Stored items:
* * *

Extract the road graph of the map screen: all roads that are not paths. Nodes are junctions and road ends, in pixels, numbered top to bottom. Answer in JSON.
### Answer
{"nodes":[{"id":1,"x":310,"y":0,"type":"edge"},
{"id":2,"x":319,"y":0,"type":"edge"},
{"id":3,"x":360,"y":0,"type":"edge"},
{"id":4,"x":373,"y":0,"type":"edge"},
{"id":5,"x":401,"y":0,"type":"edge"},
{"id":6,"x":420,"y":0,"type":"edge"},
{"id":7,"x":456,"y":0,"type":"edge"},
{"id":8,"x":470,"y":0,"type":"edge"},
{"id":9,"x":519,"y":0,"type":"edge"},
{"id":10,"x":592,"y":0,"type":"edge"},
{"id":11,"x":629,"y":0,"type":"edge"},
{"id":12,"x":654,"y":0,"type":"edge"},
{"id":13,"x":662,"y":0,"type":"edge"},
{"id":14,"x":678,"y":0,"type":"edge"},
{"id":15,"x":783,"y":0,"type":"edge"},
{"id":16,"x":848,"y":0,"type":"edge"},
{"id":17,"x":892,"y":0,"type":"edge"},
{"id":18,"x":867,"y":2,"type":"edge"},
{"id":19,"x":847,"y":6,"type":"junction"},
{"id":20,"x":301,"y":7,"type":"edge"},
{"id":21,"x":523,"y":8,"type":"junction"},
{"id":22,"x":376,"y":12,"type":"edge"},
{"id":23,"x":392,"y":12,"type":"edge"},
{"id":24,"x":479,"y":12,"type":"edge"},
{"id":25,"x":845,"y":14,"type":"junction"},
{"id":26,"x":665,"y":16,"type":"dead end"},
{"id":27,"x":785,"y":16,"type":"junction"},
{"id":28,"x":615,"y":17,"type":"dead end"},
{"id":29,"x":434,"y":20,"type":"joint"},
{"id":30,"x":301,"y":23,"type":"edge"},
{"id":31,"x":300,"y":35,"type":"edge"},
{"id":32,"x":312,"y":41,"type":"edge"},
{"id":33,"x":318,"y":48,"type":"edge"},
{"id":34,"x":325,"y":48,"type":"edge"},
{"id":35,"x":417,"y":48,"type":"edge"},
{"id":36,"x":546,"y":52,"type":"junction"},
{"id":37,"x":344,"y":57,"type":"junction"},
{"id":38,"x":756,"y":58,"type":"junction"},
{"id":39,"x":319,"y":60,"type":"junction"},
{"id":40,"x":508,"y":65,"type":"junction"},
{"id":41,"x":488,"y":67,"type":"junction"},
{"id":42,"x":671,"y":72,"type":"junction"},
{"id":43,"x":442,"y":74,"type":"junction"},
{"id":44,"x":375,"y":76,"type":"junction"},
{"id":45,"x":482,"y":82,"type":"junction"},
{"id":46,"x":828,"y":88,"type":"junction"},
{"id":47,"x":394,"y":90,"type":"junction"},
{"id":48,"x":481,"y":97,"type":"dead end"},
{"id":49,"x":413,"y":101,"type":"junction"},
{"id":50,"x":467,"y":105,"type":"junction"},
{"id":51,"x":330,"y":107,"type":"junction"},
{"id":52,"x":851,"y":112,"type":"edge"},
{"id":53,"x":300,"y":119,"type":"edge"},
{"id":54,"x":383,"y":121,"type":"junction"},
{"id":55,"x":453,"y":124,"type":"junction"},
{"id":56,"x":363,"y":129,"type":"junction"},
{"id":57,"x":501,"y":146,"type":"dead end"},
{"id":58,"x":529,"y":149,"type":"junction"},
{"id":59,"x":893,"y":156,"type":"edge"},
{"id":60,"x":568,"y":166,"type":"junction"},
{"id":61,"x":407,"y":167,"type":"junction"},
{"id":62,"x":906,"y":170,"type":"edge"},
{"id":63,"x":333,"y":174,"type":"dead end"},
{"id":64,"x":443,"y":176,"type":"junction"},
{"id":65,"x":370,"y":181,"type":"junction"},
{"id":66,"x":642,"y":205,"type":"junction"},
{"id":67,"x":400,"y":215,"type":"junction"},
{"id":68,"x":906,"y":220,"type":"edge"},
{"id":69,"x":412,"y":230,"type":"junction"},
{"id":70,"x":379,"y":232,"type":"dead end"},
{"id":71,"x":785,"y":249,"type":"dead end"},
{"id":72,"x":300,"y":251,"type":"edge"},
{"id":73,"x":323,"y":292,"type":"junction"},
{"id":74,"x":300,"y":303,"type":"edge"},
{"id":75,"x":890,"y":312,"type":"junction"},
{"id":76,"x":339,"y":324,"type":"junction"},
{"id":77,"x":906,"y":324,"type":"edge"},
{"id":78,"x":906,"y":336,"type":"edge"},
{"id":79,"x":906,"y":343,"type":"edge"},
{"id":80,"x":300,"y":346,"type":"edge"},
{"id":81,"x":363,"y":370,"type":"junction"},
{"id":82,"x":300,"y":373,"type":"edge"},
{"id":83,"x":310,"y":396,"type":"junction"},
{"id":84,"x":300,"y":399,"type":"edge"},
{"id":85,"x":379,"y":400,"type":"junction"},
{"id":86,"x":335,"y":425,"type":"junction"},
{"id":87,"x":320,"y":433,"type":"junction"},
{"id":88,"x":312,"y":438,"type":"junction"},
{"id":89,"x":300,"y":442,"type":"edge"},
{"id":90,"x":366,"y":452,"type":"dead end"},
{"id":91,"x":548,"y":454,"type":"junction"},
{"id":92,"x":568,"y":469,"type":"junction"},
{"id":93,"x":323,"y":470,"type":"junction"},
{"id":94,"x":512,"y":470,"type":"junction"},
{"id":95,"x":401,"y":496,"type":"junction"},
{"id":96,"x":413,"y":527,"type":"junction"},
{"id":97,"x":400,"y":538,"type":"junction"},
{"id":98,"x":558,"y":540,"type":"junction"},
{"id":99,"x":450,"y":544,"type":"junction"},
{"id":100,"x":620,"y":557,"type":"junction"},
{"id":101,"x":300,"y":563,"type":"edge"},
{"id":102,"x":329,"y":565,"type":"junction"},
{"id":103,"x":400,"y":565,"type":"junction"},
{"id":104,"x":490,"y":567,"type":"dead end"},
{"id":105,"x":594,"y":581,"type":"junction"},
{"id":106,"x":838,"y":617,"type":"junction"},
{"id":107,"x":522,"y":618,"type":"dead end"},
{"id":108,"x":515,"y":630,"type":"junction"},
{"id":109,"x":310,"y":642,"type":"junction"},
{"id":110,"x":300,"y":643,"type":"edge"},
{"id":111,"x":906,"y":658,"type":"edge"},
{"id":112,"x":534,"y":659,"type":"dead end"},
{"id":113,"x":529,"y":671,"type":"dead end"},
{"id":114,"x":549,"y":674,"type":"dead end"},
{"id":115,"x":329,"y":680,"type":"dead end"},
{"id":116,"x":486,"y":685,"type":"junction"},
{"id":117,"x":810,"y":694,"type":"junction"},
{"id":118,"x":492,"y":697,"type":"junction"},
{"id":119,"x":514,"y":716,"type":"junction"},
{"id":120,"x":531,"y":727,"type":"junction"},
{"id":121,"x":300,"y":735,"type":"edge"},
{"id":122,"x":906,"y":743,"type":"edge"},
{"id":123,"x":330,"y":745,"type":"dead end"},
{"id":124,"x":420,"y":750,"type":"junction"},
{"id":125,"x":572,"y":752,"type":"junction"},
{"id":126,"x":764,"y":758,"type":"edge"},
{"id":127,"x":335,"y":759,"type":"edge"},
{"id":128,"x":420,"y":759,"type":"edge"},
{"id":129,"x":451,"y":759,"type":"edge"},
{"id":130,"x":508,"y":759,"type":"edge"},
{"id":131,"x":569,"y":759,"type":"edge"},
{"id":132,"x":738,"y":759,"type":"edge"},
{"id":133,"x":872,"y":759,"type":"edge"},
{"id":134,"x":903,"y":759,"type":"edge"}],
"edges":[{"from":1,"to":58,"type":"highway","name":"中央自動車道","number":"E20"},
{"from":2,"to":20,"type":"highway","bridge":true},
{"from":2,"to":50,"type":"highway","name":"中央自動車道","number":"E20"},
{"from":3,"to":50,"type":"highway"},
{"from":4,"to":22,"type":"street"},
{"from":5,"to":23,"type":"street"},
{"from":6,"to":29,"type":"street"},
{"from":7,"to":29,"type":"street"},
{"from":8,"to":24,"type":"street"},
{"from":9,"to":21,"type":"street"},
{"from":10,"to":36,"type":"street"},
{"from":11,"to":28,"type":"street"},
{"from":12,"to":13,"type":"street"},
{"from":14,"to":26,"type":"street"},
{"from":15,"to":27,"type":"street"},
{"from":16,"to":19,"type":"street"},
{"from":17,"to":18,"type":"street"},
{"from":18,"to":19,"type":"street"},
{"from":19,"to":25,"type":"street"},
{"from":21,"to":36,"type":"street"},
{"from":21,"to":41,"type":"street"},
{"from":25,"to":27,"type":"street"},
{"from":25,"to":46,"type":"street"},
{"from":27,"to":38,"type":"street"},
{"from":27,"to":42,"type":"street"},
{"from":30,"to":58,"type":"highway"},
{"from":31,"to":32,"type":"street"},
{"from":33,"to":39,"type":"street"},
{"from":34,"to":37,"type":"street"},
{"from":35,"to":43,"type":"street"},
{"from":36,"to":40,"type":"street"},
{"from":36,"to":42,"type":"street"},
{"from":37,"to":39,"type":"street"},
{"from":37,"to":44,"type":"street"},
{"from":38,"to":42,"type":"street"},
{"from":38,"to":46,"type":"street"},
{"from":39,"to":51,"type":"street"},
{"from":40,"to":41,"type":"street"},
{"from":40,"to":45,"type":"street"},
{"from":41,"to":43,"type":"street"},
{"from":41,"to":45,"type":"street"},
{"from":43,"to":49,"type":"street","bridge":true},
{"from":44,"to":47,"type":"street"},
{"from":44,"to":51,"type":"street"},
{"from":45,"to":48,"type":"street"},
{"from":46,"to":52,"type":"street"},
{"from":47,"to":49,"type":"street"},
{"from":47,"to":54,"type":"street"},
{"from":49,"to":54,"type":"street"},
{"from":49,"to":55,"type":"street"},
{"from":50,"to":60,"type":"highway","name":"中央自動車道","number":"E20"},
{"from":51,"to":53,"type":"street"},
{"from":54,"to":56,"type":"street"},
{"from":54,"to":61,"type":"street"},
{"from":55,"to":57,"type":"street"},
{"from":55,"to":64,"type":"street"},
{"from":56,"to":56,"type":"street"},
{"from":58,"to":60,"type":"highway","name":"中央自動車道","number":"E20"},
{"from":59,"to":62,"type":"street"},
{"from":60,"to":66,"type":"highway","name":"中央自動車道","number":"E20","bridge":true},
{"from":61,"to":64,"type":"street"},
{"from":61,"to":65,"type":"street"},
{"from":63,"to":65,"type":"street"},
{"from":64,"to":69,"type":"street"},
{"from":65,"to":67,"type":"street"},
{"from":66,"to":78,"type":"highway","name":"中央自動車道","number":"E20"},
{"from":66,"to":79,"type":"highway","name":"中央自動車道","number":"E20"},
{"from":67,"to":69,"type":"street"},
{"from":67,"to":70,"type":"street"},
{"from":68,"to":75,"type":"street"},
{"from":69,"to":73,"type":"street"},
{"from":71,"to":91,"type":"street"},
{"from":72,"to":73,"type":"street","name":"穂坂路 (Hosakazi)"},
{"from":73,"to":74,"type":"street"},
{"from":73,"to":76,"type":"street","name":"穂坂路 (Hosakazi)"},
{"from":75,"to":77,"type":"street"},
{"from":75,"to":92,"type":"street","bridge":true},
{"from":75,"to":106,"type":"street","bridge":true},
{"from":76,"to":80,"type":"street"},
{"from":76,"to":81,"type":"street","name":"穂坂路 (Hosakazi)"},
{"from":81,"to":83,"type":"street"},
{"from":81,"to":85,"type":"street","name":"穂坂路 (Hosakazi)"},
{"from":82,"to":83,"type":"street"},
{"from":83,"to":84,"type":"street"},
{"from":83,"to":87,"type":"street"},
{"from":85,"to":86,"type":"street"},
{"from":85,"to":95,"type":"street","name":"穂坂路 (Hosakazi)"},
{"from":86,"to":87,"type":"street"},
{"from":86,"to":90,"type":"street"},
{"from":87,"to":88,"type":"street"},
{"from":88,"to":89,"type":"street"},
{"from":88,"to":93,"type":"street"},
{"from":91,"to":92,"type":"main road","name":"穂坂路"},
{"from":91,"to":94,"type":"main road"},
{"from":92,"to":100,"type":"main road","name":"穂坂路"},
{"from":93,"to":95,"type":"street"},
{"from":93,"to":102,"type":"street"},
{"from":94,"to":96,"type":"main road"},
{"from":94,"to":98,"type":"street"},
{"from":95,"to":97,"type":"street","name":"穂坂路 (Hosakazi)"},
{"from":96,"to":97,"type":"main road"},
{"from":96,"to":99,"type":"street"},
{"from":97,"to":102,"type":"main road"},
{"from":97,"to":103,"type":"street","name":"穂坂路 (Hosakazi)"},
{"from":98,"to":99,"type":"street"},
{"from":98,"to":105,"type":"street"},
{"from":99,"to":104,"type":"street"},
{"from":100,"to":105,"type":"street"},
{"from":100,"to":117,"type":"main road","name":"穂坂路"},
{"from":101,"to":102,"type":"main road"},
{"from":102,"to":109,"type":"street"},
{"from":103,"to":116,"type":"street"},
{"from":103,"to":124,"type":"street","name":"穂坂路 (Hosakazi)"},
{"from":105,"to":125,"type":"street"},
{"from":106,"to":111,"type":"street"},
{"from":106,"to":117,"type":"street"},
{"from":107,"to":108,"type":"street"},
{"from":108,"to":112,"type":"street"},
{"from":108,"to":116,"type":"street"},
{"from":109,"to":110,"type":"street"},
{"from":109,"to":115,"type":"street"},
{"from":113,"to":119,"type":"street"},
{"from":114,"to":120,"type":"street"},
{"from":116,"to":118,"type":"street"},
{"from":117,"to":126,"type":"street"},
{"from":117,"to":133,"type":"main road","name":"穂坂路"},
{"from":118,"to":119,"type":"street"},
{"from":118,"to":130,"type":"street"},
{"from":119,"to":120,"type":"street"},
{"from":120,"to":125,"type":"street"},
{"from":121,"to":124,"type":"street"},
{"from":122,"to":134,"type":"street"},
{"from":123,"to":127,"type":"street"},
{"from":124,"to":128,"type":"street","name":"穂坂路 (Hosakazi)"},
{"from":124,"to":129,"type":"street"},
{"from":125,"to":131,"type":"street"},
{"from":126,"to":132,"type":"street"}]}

* * *

» **Exercise description**: If a line of the records above holds the string "Answer", count it; then state only how many such lines there are.

» **Exercise solution**: 2